Посчастливилось без приключений переехать речку Вяча, которую у нас границей называют, миновать Паперню. Там гарнизон стоит. Гадкий такой, со службистами, которые придираются ко всему. Но проехали и его. Вдалеке уже Минск показался. И тут нас остановили. Не знаю, откуда и взялись. Человек шесть. Ну пусть бы немцы или папернские службисты. Для них хоть документы что-нибудь значат. С ними и побалясничать можно. А тут наши бобики, если судить по говору, из Западной. Им, что я немка, даже в радость. В новинку показать себя при таких обстоятельствах. Какой холуй откажется безнаказанно поизмываться над тем, кто напоминает ему хозяина? Нет таких холуев. Приказали мне с возницей слезть с саней и отойти на шаг. Перетрясли сани, выбрали яйца из корзин, высыпали мякину на снег и, понятно, увидели листовки.
У меня еще тлела вера в свои чары.
— Хо-хо! — начала я.
Но они свалили меня с ног и принялись бить. Особенно усердствовал один — верткий, губы ниточкой. Он меня и ударил первый. Обыскав сидящую на снегу, заставил разуться. Собрался даже чулки порвать, но не смог — они у меня шерстяные были, — тогда ткнул мне ими в лицо и швырнул в сугроб. И все с растянутыми губами, с усмешкой: знай, сука, наших! А потом связал мне и вознице руки пояском и погнал перед собой. А остальные обсели наши сани, свистнули лошади в ухо и помчались в Паперню, как на праздник.
Жан как-то предупреждал меня: если придется туго, самое важное — не потворствуй своей слабости. Потому что если уступишь ей в малом, уступишь и в большом. Решительность созревает в человеке последовательно, как и убежденность. Первое слово тут — звук, поданный камертоном.
Но случилось так, что у меня, как на беду, никто и не спрашивал ни о чем. Не принуждал ни хитрить, ни признаваться. Меня просто избили. Затем терли снегом лицо, виски. Потом связали руки и повели, растрепанную, незастегнутую, в ботинках на босу ногу, и я только и думала, как бы застегнуться да завязать на ботинках шнурки, на которые при каждом шаге наступала… Понимаете, меня лишили необходимости защищаться. Я очутилась во власти слепой силы. Она ненавидела меня, изобличала и вела на уничтожение. Что я могла сделать? Начать снова кокетничать или просить, чтобы смилостивились? Попробовать подкупить? Пригрозить будущей расплатой? Ну, что? Я же знала: все это попусту, зря, — и, кроме обреченности да холода, ничего не ощущала, и если что видела, то разве слепую, бескрайнюю белизну. Один снег. Снег, снег! Под ногами, вокруг, впереди…
В СД меня допрашивал сам Фройлик. Не то что допрашивал, нет. Я даже не знаю, как и сказать… Я было заговорила с ним по-немецки, но он только сощурился, брезгуя произнести в ответ слово, одними губами и взглядом показал подручным в мою сторону. Он, как казалось, презирал меня и насквозь видел!

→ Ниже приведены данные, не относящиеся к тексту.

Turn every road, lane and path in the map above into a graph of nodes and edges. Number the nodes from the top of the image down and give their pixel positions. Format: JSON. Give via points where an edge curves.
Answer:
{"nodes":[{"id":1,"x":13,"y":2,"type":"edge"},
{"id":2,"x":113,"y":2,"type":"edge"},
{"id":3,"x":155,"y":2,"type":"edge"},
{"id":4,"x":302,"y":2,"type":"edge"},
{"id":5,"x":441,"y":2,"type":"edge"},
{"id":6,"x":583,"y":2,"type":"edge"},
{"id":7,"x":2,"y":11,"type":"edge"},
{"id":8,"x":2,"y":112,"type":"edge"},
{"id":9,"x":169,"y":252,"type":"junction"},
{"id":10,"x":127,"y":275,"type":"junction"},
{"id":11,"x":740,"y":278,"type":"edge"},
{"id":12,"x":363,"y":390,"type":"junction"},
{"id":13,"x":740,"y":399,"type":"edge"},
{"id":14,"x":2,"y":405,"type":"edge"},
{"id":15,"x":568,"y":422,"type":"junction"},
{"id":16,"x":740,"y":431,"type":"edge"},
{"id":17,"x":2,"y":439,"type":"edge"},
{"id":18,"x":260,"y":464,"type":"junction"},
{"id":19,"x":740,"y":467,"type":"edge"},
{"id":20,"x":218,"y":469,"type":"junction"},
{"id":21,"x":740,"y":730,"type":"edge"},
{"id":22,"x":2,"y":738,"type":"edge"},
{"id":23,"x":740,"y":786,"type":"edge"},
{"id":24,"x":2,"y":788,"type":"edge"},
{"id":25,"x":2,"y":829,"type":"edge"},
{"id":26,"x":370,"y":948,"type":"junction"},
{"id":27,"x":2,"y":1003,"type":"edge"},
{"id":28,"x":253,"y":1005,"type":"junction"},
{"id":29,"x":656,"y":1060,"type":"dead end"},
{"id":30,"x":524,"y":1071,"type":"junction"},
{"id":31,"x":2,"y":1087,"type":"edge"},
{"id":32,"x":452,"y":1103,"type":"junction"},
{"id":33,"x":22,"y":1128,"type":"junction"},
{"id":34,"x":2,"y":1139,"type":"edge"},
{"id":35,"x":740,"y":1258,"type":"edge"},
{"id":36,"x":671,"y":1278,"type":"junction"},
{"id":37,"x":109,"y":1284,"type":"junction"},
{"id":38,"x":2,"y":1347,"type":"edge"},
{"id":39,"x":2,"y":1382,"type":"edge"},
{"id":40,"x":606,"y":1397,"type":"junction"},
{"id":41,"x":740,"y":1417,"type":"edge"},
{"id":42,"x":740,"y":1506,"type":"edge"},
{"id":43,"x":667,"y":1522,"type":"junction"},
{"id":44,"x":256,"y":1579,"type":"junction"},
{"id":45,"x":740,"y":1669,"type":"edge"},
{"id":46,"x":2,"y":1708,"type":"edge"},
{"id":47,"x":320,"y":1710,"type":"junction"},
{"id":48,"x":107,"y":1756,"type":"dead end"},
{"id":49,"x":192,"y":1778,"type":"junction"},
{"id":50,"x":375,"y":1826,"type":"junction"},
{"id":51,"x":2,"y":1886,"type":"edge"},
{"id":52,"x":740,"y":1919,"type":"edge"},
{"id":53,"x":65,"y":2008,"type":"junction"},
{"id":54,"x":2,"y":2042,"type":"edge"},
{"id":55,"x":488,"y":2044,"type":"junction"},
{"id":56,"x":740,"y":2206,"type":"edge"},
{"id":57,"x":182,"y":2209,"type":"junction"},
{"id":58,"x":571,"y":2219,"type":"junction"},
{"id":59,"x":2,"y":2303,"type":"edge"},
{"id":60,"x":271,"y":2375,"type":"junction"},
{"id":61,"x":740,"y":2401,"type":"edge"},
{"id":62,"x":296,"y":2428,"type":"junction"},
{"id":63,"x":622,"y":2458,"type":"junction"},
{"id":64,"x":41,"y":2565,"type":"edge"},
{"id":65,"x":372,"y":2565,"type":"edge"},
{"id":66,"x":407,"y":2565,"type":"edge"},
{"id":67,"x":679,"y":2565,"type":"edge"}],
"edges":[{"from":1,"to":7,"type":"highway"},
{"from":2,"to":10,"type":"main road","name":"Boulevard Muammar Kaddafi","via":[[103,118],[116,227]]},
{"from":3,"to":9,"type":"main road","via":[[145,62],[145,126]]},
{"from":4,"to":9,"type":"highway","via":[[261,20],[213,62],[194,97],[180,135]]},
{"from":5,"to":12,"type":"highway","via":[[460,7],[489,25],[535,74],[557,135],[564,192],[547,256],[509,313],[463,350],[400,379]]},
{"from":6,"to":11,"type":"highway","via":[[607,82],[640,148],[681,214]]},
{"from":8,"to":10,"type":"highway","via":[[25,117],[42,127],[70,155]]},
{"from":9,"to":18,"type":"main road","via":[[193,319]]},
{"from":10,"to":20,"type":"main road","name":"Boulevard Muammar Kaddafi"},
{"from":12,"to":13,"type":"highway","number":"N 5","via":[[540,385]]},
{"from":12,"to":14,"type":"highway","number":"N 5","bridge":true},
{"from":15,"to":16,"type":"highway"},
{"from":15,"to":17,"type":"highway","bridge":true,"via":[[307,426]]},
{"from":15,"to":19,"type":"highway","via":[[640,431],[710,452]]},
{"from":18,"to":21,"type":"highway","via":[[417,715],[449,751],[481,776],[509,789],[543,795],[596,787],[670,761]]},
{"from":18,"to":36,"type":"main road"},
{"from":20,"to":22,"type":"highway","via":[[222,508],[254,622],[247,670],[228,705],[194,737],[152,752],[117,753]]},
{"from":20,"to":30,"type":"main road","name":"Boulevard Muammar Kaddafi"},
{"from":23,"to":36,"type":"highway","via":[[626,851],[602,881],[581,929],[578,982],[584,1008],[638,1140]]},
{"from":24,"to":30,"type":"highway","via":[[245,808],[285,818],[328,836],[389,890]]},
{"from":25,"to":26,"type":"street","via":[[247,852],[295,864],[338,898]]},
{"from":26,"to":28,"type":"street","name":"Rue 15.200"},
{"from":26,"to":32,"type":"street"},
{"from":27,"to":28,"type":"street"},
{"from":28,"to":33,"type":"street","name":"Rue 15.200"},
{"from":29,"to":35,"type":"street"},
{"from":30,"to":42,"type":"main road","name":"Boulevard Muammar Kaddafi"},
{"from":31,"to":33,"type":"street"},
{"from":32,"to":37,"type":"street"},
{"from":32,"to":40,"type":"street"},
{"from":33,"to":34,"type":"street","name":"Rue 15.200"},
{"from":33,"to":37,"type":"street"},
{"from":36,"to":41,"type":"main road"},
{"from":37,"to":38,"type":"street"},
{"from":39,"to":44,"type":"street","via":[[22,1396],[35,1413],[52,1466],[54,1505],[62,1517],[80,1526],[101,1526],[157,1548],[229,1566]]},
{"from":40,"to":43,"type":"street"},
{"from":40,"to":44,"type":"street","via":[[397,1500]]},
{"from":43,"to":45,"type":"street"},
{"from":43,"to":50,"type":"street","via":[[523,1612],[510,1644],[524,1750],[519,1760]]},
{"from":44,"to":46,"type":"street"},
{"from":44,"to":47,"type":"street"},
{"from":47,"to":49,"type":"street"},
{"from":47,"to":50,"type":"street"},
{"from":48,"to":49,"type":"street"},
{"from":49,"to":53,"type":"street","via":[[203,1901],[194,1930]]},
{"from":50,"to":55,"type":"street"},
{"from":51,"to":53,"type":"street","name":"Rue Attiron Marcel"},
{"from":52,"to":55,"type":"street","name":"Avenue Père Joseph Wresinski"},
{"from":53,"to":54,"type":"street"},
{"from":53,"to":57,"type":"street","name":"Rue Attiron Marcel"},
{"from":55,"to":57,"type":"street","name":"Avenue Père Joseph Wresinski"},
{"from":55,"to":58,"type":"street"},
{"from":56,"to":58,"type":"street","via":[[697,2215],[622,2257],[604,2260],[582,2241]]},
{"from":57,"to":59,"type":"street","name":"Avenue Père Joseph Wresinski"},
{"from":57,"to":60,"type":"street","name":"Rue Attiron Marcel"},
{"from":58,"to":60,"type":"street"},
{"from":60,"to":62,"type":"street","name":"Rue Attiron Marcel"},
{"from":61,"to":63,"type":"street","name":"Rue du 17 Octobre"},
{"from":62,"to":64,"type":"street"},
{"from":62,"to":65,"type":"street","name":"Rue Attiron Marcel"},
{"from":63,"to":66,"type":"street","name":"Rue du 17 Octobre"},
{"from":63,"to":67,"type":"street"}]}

В темном, вонючем застенке с меня сорвали одежду. В нижней рубашке посадили на какое-то кресло с подведенными разноцветными проводами. И опять, видя, как ловко, натренированно берут мои руки и ноги в зажимы, я ужаснулась от безнадежности и стыда, от сознания тщетности что-либо изменить тут: задача и у этих палачей оставалась та же самая — истерзать, уничтожить меня. Правда, прибавилось еще одно — желание опозорить, надругаться, как над блудной немкой.
Когда меня отлили водой, то опять повели к Фройлику. И снова он не словами, а гримасой приказал сорвать с меня рубашку и бить, меняя плети. Они у них, видите ли, разные — резиновые, сплетенные из проволоки, ременные, со свинчаткой на конце…
Назавтра все повторилось. Меня опять били. Делали перекур и снова били. Только я уже знала, что записки, адресованной Жану, в моем носовом платке нет. Это испугало меня как бы наново. Насчет листовок я еще могла наплести самого разного — нашла, дескать, и несла в город похвалиться… А что придумаешь сказать о записке? Ее, разумеется, следовало передать. Кому? Когда? Где? Во мне закипела глухая обида. Какая глупость! Какое равнодушие! Не потому ли это, что и в лесу я не совсем своя? Зачем было со мною посылать несуразную писульку? Разве я не могла сказать о злосчастных патронах устно? Хорошо им там…
Но и на этот раз Фройлик, который в моих глазах вырастал в злого духа, не требовал от меня признания. Напротив. Прежде чем заговорить со мной, он распорядился запихнуть мне в рот кляп. Я понимаю теперь: он не хотел, чтобы я начала выкручиваться, настаивать на своем, чтобы я ожесточилась. Это правда, оказывается: первое слово — само по себе сила.